WORK INSTRUCTION:
Which lines in the records below contain the word "رهبری"? Copy each of them.

Collected data
════════════════

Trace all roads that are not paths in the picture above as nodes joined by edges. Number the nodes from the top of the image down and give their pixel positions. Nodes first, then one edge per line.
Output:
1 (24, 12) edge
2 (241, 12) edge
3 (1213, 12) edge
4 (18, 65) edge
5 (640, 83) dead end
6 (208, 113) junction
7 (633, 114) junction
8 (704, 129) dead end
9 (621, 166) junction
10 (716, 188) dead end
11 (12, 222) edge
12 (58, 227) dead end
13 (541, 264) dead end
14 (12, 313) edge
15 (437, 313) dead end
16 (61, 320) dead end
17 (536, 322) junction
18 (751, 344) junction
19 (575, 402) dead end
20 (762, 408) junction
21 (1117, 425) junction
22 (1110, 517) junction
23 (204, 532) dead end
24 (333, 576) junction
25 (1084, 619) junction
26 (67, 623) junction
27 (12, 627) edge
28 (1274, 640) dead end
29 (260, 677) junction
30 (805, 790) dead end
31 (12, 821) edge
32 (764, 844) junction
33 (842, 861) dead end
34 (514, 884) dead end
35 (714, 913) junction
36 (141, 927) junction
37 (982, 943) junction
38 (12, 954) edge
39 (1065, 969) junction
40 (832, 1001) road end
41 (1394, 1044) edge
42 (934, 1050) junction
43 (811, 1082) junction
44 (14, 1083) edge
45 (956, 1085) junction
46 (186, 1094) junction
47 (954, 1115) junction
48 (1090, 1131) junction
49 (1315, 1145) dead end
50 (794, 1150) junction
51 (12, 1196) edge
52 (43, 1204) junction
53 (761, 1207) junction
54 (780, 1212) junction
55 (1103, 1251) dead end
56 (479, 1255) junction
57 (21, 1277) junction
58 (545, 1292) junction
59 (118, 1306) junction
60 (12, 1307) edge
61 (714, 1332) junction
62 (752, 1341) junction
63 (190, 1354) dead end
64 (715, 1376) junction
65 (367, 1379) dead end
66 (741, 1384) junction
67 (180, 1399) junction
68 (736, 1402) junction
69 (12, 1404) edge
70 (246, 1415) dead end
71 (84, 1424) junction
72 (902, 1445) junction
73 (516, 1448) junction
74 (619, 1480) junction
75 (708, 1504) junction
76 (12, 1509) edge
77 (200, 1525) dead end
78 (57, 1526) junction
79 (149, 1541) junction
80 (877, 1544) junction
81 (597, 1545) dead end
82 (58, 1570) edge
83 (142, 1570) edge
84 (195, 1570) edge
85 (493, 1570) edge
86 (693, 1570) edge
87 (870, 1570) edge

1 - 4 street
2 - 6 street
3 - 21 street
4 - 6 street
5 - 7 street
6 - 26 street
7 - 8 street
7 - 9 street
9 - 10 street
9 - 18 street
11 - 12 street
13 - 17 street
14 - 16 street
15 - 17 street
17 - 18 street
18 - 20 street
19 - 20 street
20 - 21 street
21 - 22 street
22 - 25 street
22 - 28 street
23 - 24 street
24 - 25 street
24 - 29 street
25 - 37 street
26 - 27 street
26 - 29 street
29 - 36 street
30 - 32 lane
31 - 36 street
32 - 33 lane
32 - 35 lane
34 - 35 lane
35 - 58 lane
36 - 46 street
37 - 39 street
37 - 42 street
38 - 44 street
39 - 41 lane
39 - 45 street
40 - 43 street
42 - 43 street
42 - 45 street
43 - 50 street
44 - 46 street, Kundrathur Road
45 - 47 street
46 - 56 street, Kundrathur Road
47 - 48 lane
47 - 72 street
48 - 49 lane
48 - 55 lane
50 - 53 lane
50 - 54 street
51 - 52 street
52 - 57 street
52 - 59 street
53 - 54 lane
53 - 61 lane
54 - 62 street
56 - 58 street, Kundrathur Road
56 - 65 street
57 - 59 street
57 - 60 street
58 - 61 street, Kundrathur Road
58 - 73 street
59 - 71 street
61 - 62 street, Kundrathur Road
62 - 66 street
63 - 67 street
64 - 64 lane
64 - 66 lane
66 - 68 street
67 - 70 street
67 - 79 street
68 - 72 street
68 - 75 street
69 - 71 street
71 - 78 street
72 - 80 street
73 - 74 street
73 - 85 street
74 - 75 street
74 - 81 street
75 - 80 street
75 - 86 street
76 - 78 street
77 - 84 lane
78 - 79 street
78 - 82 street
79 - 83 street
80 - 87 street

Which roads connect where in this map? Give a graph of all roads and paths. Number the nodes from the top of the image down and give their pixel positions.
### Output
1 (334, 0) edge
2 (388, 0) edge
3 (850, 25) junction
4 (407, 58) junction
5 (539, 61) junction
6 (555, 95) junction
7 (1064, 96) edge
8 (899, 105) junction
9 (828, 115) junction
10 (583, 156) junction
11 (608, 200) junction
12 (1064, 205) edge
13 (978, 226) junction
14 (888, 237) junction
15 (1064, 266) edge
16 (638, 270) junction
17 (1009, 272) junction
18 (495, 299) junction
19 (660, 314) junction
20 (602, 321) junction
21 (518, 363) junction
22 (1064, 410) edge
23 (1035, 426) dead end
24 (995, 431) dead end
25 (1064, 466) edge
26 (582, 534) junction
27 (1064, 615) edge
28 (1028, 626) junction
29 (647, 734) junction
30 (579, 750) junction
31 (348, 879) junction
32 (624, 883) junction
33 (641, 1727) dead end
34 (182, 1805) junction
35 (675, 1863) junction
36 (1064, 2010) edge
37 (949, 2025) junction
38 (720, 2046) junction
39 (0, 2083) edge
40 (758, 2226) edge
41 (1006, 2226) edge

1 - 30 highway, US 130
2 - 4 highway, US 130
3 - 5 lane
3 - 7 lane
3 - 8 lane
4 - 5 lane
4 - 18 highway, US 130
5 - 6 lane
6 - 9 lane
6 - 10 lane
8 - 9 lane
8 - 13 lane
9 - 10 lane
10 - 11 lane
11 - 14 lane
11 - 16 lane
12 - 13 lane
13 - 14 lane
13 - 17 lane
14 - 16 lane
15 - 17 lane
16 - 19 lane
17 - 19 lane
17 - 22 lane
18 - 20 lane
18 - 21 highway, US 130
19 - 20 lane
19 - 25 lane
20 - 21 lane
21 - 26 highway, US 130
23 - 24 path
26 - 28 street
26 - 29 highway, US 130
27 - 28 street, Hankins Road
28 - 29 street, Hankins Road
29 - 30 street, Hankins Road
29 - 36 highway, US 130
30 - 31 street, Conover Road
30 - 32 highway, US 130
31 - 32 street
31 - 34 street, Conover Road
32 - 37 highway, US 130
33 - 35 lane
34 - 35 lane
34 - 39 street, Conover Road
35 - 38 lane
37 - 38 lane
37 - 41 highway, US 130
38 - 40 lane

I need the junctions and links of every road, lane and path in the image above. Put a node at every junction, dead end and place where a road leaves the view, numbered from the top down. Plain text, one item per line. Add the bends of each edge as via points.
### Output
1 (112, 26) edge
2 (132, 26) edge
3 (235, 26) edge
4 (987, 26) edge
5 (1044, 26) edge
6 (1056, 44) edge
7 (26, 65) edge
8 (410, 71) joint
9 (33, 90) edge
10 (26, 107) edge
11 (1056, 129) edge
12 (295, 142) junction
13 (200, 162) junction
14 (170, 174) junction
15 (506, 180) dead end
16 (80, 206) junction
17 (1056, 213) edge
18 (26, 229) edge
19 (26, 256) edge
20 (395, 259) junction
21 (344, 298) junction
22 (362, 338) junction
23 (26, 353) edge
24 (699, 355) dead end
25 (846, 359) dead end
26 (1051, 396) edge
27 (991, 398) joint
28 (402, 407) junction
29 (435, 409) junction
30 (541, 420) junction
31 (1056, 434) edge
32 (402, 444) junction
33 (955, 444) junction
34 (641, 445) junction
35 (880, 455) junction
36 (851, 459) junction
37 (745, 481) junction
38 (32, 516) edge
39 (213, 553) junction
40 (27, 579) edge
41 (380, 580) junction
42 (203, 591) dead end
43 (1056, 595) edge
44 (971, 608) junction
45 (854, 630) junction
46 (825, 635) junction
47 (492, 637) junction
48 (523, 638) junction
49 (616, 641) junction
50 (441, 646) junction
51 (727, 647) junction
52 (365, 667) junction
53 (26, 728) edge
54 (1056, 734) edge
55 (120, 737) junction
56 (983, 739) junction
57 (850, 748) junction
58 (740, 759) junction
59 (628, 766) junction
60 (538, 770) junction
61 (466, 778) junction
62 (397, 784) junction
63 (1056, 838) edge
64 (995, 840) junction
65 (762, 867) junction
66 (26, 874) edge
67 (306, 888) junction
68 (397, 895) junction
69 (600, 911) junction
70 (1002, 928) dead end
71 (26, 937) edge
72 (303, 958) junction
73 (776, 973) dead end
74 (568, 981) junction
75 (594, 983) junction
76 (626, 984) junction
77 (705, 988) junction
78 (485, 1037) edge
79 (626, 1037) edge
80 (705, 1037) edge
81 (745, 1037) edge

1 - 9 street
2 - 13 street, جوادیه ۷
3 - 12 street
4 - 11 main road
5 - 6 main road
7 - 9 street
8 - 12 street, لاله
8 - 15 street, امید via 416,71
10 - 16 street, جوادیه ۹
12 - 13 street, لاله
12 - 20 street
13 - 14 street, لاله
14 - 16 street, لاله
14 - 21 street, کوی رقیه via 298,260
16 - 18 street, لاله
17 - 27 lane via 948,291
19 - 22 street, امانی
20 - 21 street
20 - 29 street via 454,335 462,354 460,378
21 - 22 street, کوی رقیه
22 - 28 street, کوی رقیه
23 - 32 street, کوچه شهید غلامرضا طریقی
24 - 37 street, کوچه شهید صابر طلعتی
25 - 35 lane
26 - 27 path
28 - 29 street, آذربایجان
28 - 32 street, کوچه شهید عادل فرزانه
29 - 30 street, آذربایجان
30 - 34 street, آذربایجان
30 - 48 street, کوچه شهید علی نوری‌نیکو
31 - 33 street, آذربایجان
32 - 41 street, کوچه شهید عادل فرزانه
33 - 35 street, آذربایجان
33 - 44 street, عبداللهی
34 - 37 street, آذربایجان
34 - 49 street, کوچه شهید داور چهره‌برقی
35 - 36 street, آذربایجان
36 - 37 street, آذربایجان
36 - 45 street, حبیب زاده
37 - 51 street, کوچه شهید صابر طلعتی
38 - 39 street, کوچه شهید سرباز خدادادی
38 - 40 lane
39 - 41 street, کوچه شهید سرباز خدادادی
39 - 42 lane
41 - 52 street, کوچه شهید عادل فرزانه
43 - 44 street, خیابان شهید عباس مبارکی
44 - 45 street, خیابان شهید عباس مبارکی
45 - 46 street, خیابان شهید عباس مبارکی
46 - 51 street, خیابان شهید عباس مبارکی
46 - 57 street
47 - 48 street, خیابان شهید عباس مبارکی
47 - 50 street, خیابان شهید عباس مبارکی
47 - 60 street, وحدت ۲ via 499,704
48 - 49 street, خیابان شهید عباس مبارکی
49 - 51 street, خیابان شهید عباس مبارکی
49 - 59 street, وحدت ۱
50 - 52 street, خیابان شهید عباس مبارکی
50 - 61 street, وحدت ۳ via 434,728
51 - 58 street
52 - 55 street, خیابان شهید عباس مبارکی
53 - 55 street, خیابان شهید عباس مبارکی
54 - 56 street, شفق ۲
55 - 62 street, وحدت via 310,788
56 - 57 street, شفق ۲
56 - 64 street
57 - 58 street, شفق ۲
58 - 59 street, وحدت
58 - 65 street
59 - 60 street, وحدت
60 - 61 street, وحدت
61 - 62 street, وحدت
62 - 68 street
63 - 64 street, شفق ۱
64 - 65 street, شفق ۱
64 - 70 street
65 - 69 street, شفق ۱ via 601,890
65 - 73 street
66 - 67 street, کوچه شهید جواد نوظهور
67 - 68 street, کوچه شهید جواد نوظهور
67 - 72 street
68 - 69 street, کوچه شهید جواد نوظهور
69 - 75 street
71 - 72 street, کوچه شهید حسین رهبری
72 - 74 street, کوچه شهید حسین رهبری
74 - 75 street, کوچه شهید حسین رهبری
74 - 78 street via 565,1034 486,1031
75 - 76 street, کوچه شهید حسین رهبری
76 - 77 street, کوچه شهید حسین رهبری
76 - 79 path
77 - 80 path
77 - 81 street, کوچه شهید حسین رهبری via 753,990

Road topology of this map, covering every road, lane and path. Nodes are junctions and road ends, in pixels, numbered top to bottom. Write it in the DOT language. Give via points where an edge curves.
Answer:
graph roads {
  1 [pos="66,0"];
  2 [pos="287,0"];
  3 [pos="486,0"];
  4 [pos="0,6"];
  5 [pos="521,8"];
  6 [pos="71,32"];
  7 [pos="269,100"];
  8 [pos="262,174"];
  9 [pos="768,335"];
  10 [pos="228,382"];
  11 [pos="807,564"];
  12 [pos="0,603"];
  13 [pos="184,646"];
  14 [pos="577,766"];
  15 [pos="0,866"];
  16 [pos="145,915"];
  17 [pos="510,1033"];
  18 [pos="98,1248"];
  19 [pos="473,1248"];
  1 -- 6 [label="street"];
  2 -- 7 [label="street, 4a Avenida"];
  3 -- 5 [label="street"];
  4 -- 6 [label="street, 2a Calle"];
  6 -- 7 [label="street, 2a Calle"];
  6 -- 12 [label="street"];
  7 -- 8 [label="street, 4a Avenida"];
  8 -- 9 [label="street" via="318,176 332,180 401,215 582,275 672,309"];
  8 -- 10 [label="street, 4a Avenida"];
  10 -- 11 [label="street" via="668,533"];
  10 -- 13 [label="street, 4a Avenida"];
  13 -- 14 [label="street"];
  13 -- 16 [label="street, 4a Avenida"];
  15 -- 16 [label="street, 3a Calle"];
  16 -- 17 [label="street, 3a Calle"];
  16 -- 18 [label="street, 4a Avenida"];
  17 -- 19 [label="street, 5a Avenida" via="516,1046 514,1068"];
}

════════════════

EXERCISE RESPONSE:
71 - 72 street, کوچه شهید حسین رهبری
72 - 74 street, کوچه شهید حسین رهبری
74 - 75 street, کوچه شهید حسین رهبری
75 - 76 street, کوچه شهید حسین رهبری
76 - 77 street, کوچه شهید حسین رهبری
77 - 81 street, کوچه شهید حسین رهبری via 753,990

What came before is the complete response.